Activity: The answer is every line in the data below that contains the word "where".

Data for processing:
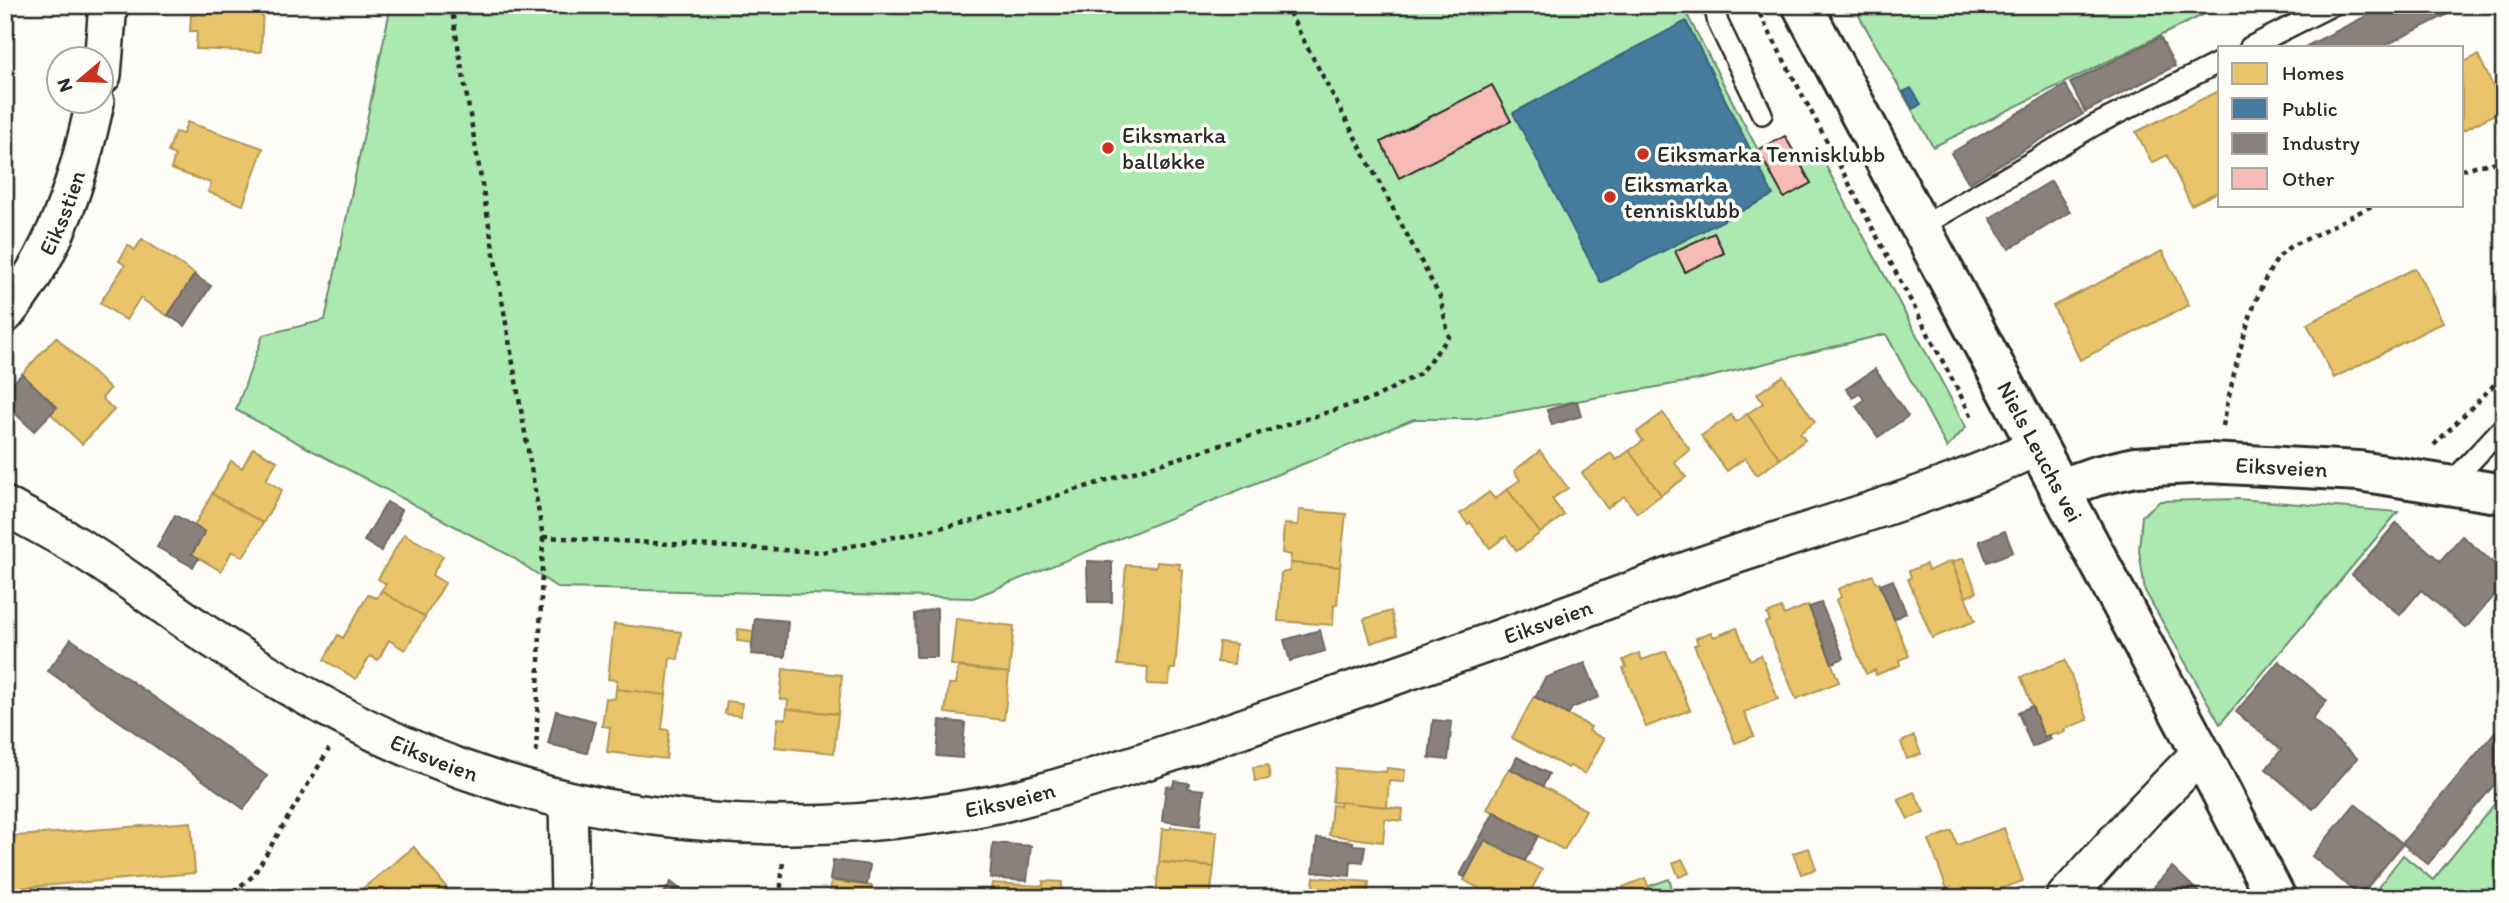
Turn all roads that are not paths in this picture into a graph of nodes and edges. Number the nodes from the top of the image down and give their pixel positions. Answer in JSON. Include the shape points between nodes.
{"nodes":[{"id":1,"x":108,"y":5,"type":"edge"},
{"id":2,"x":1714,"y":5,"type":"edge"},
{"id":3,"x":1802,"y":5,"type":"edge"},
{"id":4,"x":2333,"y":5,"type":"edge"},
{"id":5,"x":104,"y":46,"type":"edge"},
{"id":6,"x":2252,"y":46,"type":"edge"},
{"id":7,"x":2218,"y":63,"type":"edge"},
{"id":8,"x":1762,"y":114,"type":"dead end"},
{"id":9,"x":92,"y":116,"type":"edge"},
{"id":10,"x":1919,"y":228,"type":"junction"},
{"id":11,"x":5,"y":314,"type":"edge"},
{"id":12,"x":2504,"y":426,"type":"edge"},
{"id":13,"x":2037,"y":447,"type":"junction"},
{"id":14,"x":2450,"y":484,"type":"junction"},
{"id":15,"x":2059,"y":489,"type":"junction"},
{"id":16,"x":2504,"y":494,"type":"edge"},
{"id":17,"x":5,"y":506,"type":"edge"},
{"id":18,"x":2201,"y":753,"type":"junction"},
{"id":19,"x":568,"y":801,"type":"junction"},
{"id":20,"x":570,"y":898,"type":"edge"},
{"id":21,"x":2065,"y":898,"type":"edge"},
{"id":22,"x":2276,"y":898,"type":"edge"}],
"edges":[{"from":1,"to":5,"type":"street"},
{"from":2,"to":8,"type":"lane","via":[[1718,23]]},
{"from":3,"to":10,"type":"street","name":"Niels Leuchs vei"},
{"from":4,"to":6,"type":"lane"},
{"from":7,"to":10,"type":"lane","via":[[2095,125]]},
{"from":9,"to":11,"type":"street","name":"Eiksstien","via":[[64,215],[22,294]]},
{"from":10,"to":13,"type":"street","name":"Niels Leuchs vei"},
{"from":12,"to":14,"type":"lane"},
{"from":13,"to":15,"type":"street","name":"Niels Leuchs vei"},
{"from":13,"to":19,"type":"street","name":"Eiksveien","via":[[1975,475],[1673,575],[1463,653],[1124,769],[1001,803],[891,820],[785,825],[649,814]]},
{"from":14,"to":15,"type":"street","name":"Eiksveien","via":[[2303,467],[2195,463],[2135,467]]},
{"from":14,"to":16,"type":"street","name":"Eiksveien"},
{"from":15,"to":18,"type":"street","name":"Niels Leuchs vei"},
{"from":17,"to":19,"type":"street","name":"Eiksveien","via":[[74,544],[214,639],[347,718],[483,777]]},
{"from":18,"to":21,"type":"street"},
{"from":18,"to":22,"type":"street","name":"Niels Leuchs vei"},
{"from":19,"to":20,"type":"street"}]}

==

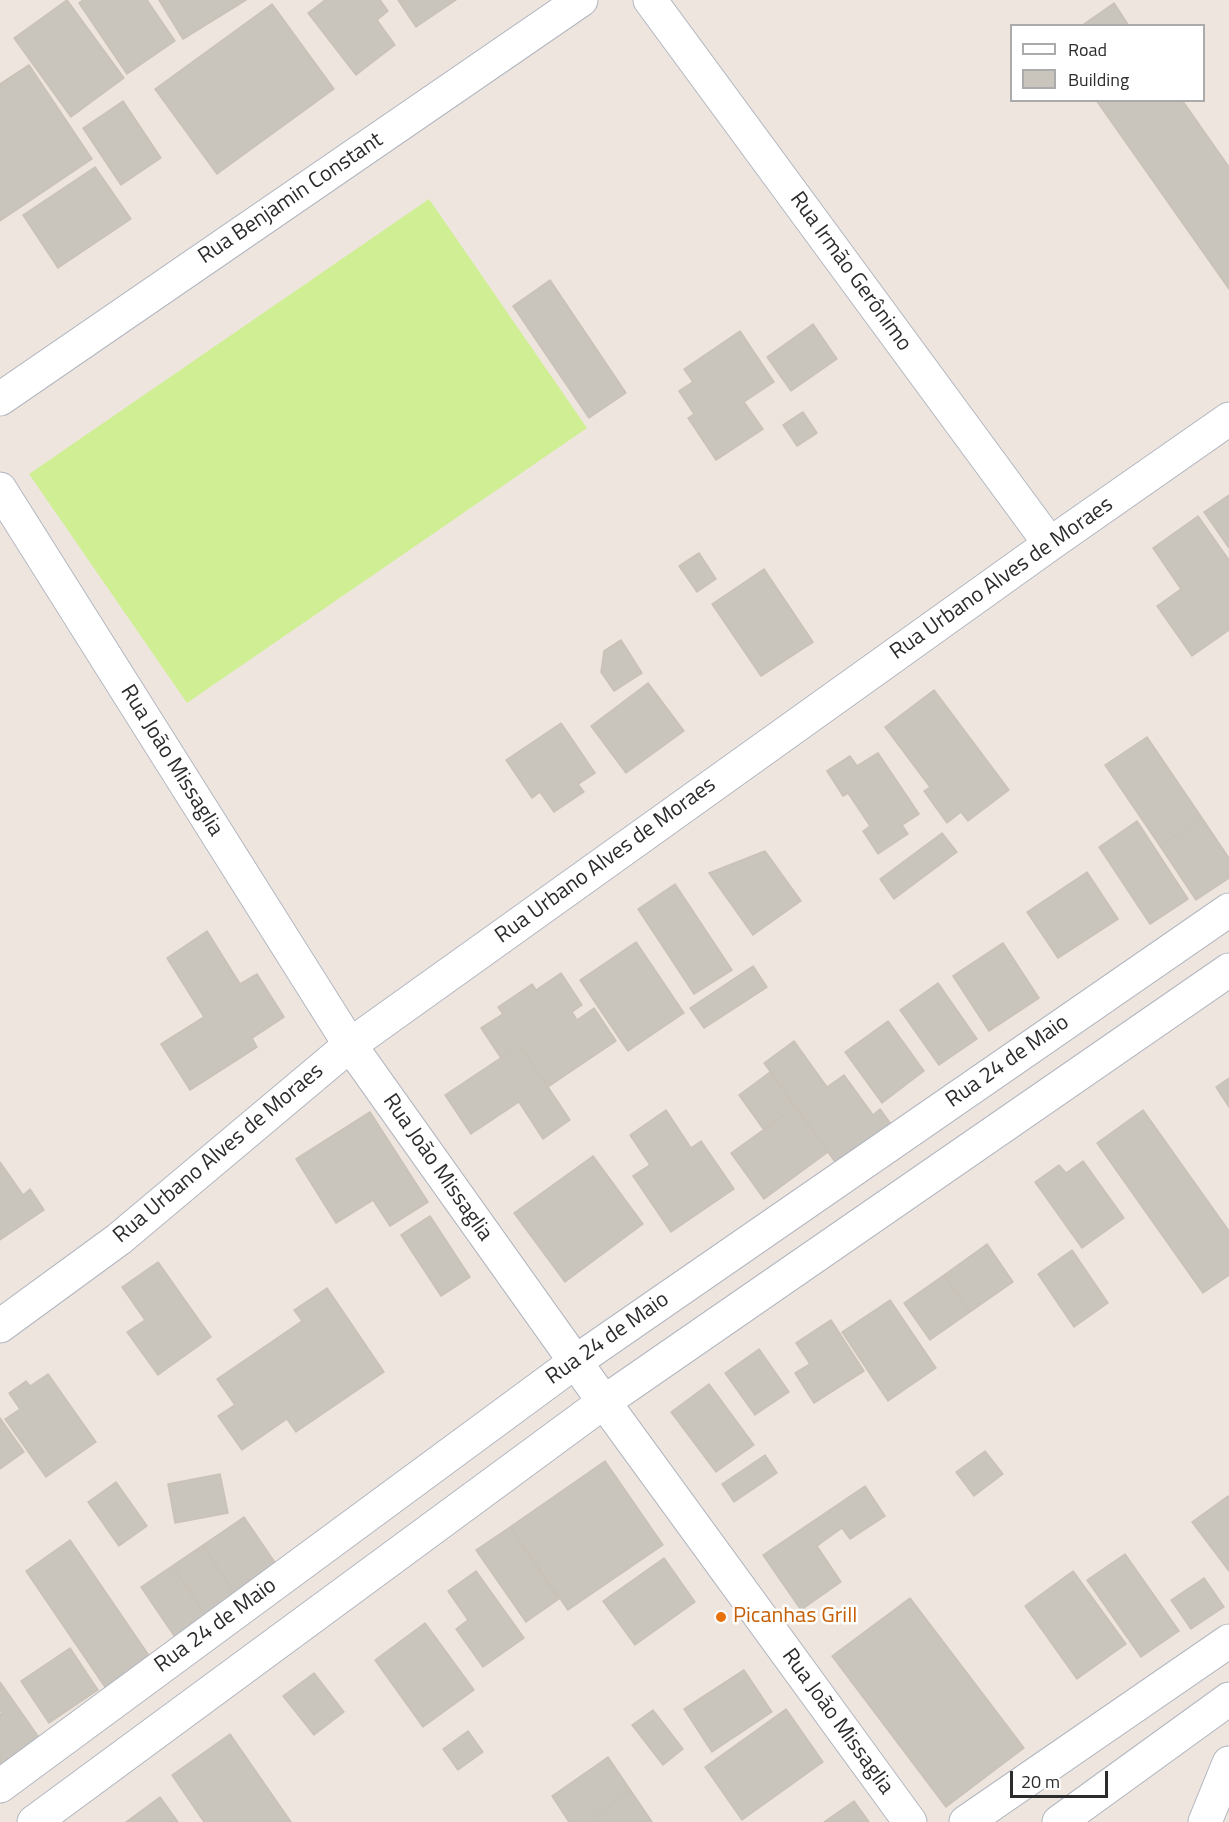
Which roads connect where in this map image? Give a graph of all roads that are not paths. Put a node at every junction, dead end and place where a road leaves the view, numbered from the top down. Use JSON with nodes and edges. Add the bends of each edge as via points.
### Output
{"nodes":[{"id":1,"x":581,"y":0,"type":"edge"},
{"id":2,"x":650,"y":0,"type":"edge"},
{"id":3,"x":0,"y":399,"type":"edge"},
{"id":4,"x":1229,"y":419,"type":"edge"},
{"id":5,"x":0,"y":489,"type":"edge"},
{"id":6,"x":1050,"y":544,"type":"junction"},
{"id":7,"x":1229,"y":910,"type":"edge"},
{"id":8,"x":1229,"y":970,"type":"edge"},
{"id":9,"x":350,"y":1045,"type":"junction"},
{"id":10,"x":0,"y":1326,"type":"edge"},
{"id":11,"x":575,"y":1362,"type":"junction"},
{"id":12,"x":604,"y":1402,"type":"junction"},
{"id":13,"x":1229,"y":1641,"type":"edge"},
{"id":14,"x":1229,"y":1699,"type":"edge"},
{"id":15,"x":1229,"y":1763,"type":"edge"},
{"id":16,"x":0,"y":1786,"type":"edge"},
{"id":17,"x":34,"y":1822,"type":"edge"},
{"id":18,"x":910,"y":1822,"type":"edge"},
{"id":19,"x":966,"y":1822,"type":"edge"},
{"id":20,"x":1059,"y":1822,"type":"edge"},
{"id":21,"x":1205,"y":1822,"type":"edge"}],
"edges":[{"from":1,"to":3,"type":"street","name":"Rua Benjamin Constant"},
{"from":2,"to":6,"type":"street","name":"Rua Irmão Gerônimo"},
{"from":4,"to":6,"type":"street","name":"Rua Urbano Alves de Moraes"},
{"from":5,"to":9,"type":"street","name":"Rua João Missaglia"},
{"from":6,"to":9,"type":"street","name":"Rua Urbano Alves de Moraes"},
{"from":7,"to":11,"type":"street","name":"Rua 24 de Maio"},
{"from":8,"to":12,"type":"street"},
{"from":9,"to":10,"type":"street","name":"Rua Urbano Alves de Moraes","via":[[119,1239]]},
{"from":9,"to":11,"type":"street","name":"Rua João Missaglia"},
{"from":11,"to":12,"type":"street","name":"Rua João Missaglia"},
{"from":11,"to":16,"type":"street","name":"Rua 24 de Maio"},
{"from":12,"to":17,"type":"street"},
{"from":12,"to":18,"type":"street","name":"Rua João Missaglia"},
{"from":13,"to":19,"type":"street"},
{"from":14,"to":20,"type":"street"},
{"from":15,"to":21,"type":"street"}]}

---

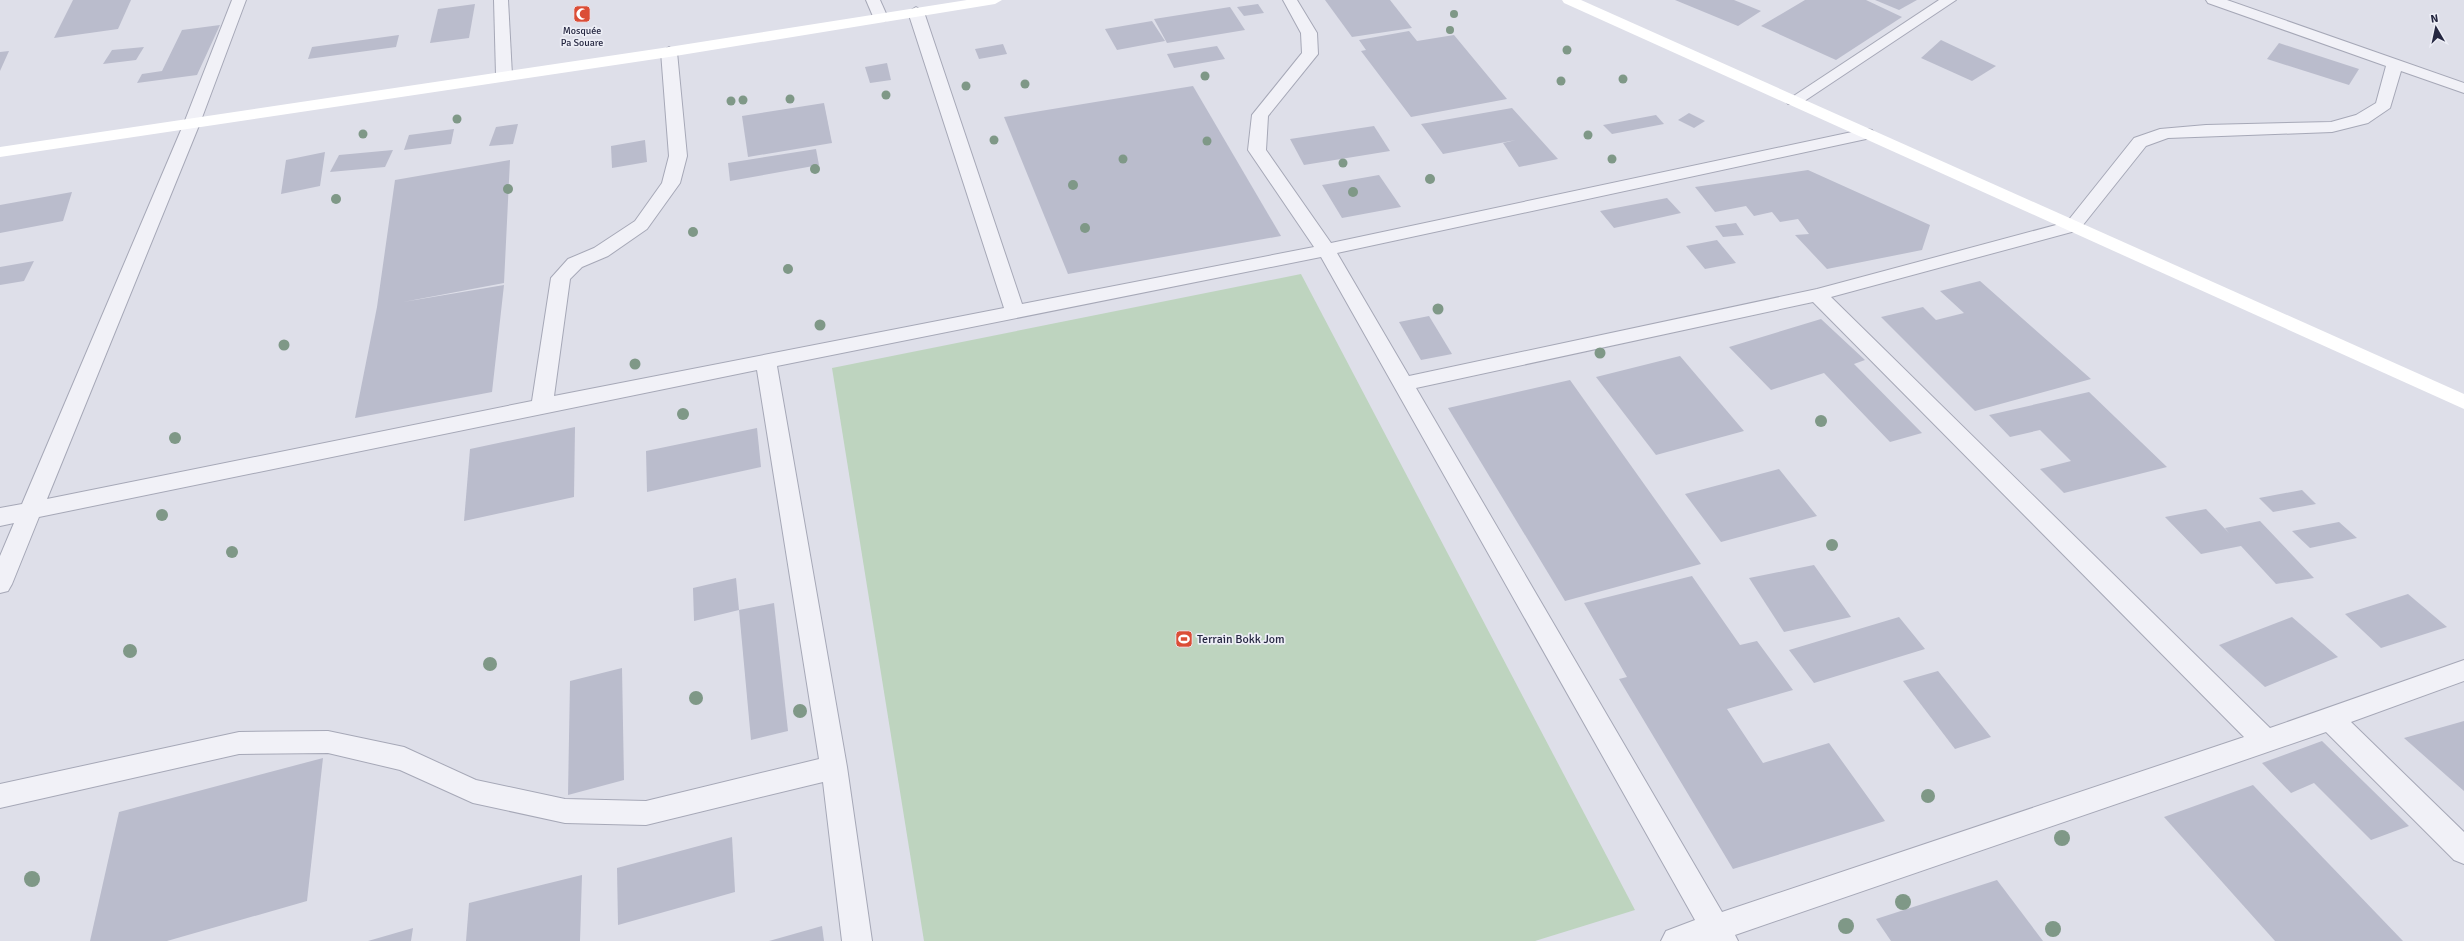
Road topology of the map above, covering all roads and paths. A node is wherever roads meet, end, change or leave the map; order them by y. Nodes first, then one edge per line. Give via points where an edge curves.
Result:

Response:
Which roads connect where in this map image? Give a graph of all roads that are not paths. Put a node at every junction, dead end and place where a road leaves the view, numbered from the top down. Use JSON with nodes and edges. Add the bends of each edge as via points.
Road topology of the map above, covering all roads and paths. A node is wherever roads meet, end, change or leave the map; order them by y. Nodes first, then one edge per line. Give via points where an edge curves.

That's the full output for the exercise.